The Ryzen 5 5600X, for instance, has a base frequency of 3.7GHz. A single core can boost to 4.6GHz whereas all six cores combined max out at 4.2GHz.
Where Single-Core Performance Matters
Single-core performance is very useful on applications that aren’t well optimized or built to run on multicore systems.
Some games will benefit more from having single cores with higher clock speeds than having multiple cores, most of which will remain dormant.
However, having just one core on the entire chip will be a huge bottleneck. The CPU will spend a lot of time waiting for responses and access to resources.
This wastes precious instruction execution time, a problem that can be circumvented with multicore CPUs.
Multi Core Performance
Multi core performance is, again as the name suggests, the measure of how well the multiple cores working together perform.
Multiple cores have almost become a necessity since a typical computational needs have become so complex even for an average person.
After all, a typical PC can have so many background applications running at the same time. All those background operation would preferably require a thread of their own to run smoothly.
Therefore, even if your game or your software uses a single core at most, the overall performance of the PC will benefit from a higher core count.
Where Multicore Performance Matters
If you need to perform multiple operations simultaneously, you will benefit from a multicore processor. With several processors onboard, one core can handle one instruction while another waits for resources, and you will still get good performance benefits.
Works such as 3D modeling and rendering require a lot of parallel computing. This is also the same for things like virtualization, simulation, and video editing and encoding.
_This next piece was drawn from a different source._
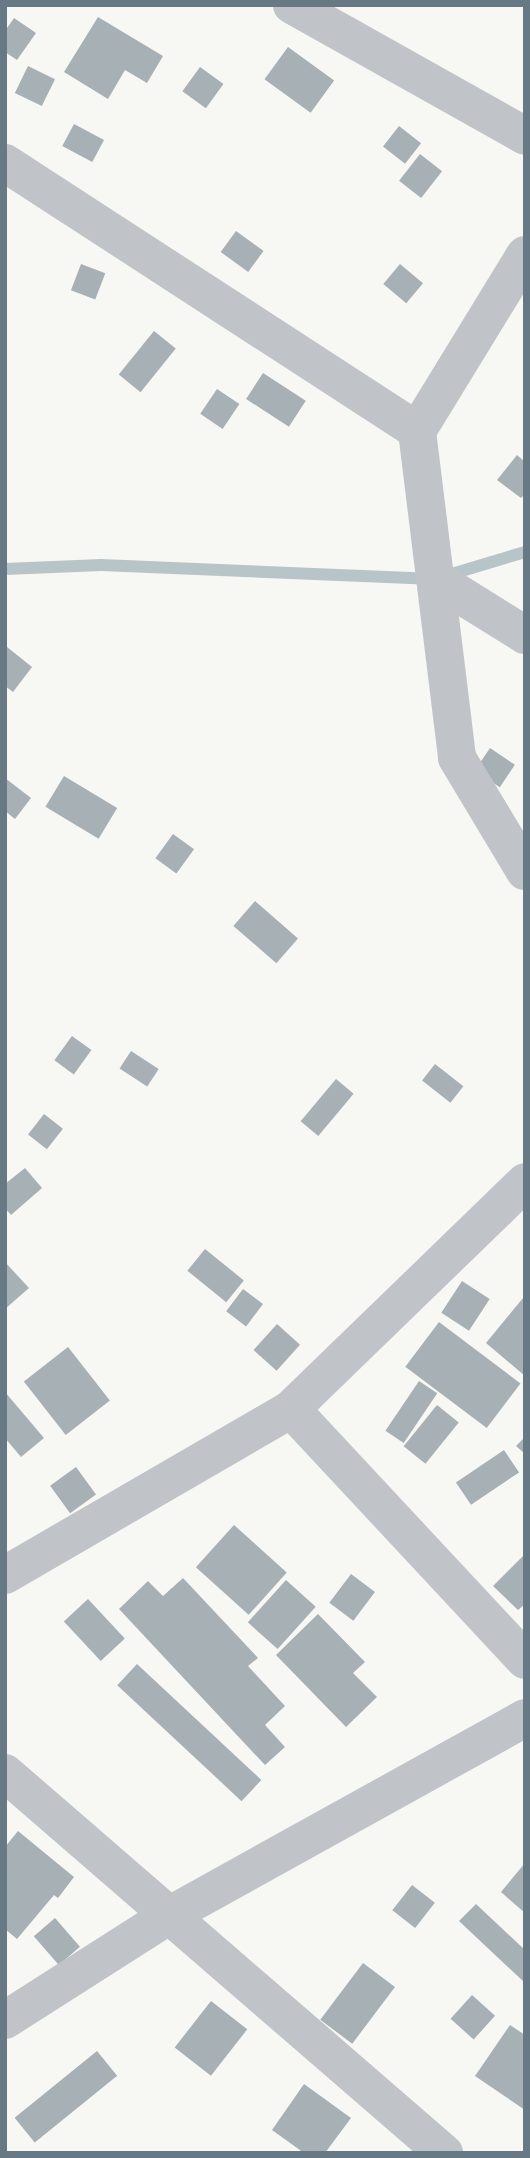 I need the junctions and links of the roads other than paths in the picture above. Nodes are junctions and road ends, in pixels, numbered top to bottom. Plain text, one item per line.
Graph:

They make multitasking seamless and offer better performance. Gamers can enjoy the benefits as well since many newer titles can access multiple cores. At the same time, many simulation games that require fast and complex calculations also perform better on multicore processors.
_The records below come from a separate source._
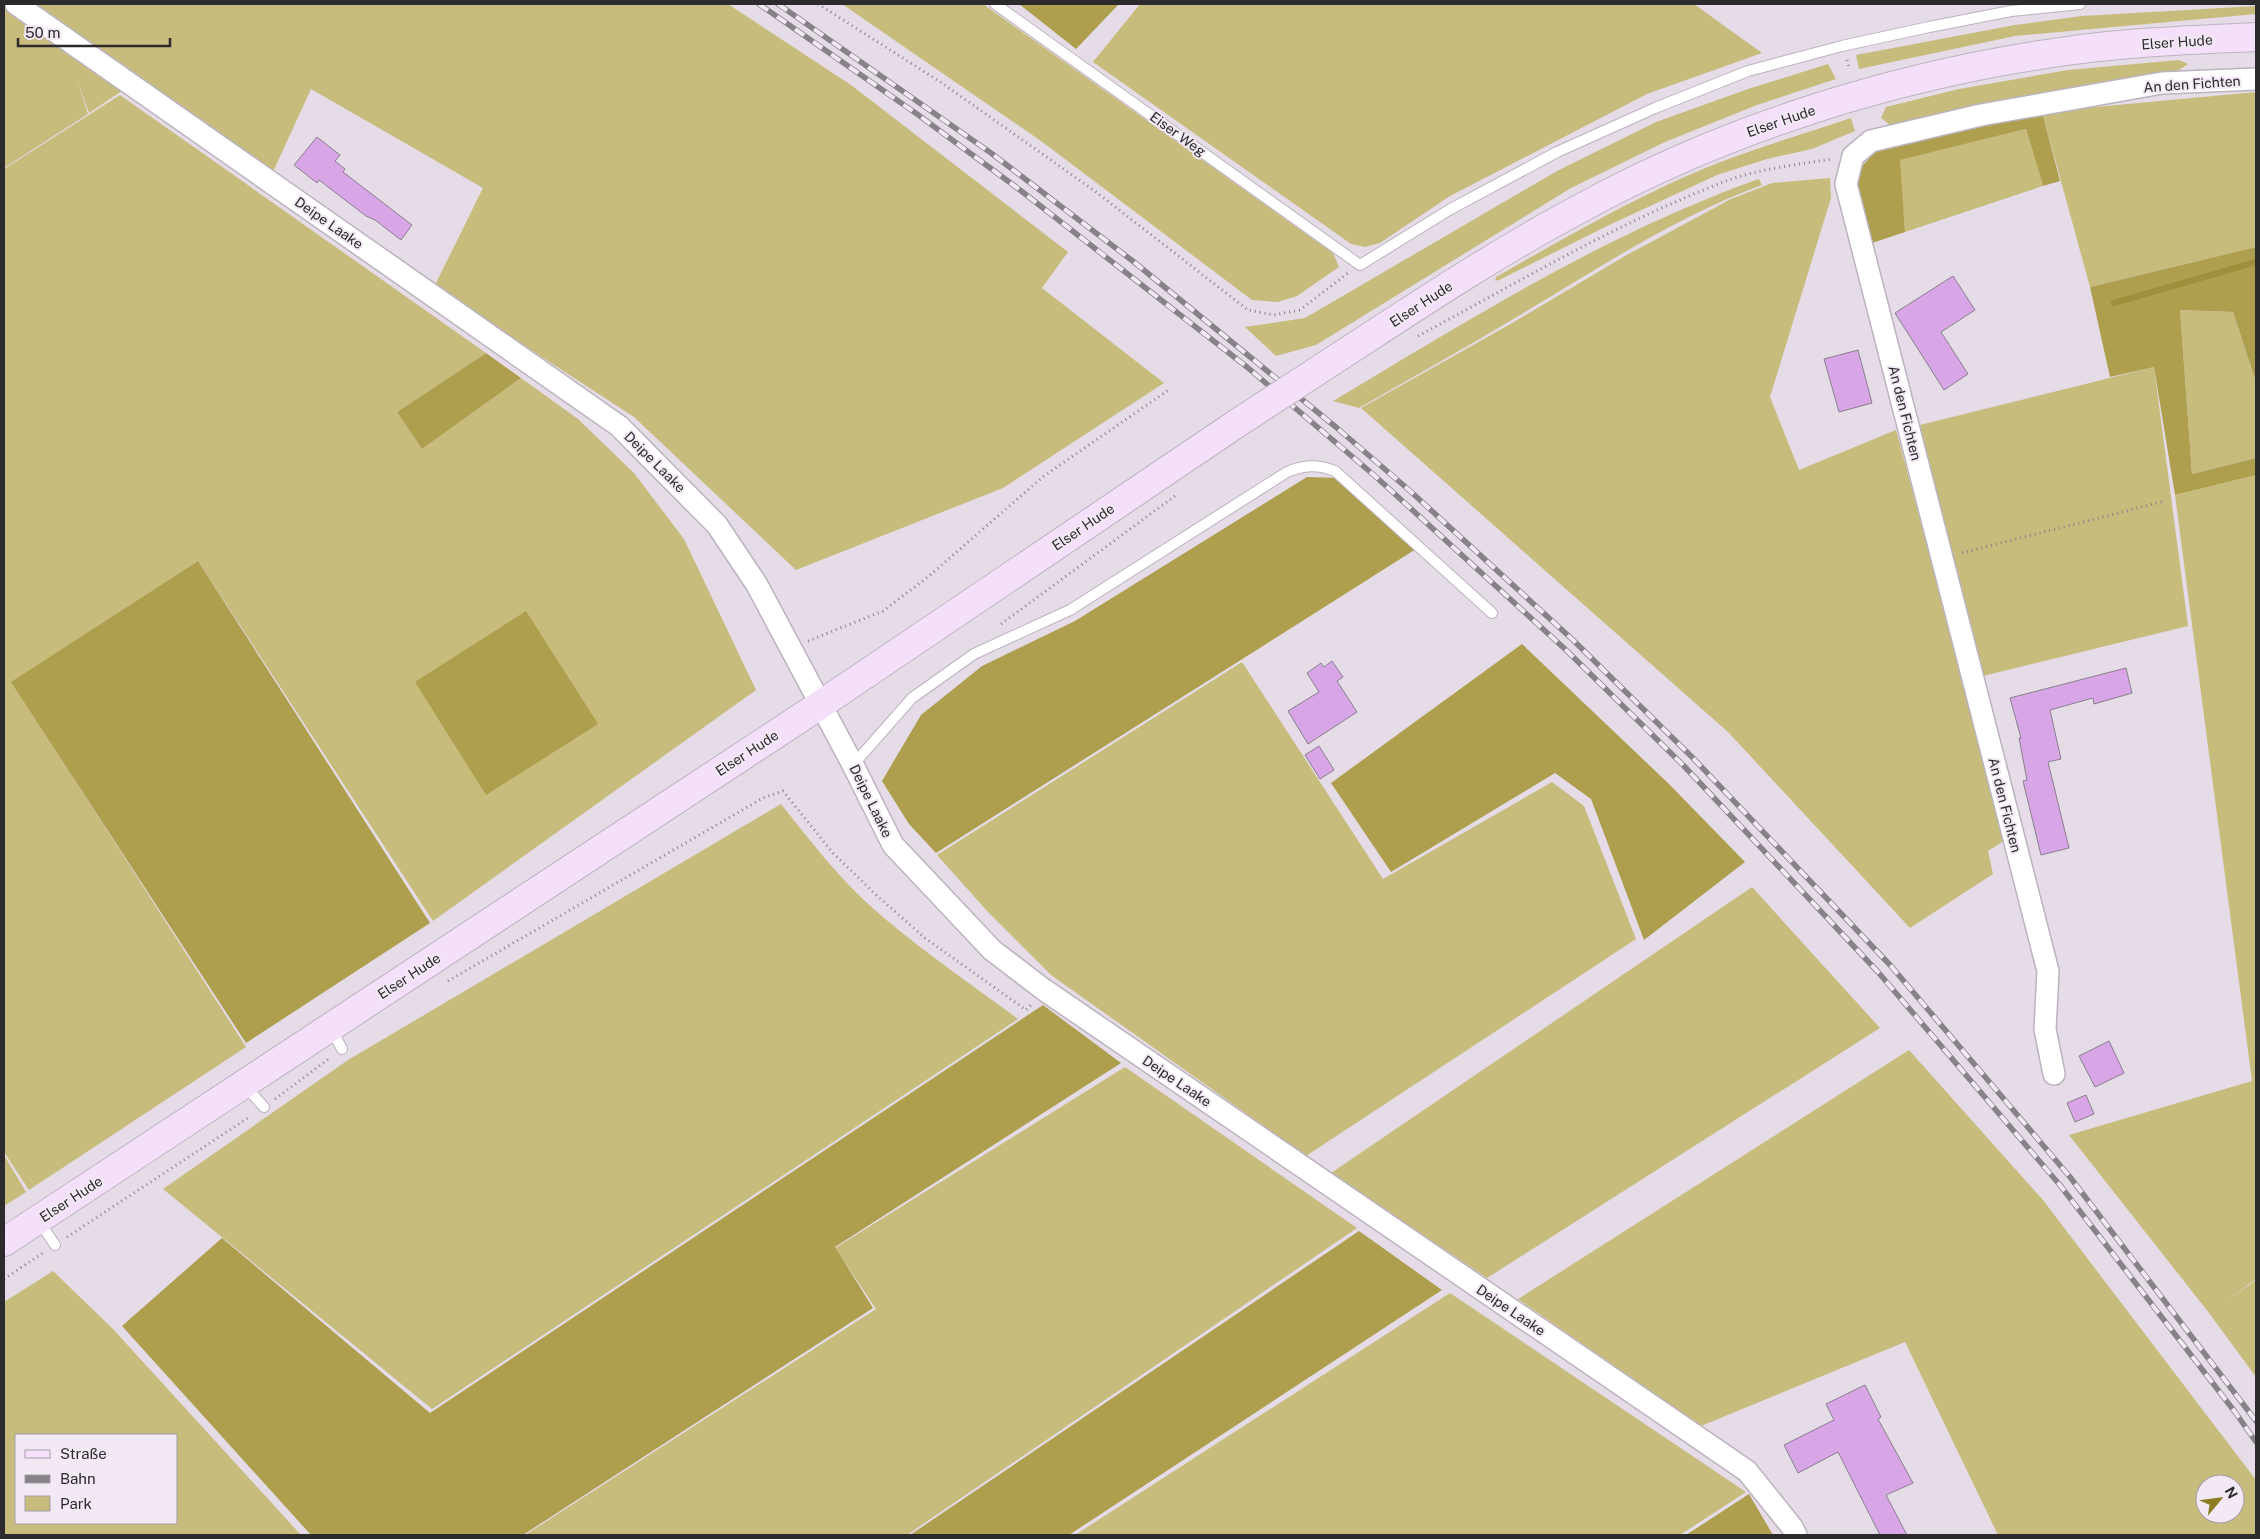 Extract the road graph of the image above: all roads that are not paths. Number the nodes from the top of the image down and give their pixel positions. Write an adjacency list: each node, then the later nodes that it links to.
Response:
1 (16, 4): 7 (street, Deipe Laake)
2 (995, 4): 3 (lane, Eiser Weg)
3 (2080, 4)
4 (2256, 37): 7 (street, Elser Hude, bridge)
5 (2256, 79): 9 (street, An den Fichten)
6 (1492, 613): 8 (lane)
7 (820, 705): 8 (street, Deipe Laake); 10 (street, Elser Hude)
8 (853, 764): 15 (street, Deipe Laake)
9 (2054, 1074)
10 (244, 1085): 11 (lane); 12 (street, Elser Hude)
11 (264, 1107)
12 (38, 1219): 13 (street, Elser Hude); 14 (lane)
13 (4, 1242)
14 (55, 1245)
15 (1796, 1535)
These are however much more expensive. They are also harder to manage and build applications for them.
Threads, Multithreading and Logical Processor Count
As stated, cores are individual CPUs, each capable of performing its instruction cycle.
Multithreading (or hyperthreading for Intel CPUs and Hypertransport for AMD) breaks down the core into smaller processing-capable subunits called threads.
This lets, single cores can work on essentially two tasks at a time.
Every process your CPU performs gets assigned to a thread, and each core can have two threads. This means that a four-core multithreaded processor will have eight threads.
Your computer may read the threads as a processor as well. However, these are not physical processors but logical processors.
If you have a quad core processor with hyper threading. You may have an actual processor count of 4, but your system may show you a processor count of 8.
Each process that you initialize creates a thread and the thread gets executed. Multiple threads executing different processes concurrently makes it look like the CPU is multitasking.
Unlike cores, threads aren’t physical segments on the processor. They are entirely logical units of processing whereas cores are actual processors on the chip. The creation of such processes and their disposal is handled by the CPU scheduler.
Benefits of Multithreading
Multithreading improves CPU performance particularly for multitasking and rendering work. It can be very beneficial for single-core CPUs by allowing the one core to handle multiple tasks simultaneously.
Knowing what does processor count mean is essential if you’re planning on buying or building a PC. If you often do some demanding productive work that involves complex calculations and a lot of virtualization, you’ll benefit from having many cores.
For those building gaming PCs, having higher clock speeds is usually better since most games aren’t optimized to use more than just a few cores, and having some idle processors doesn’t offer much of a benefit besides running background tasks.
That said, having six cores for gaming is a sweet spot. You can have more for productivity and futureproofing.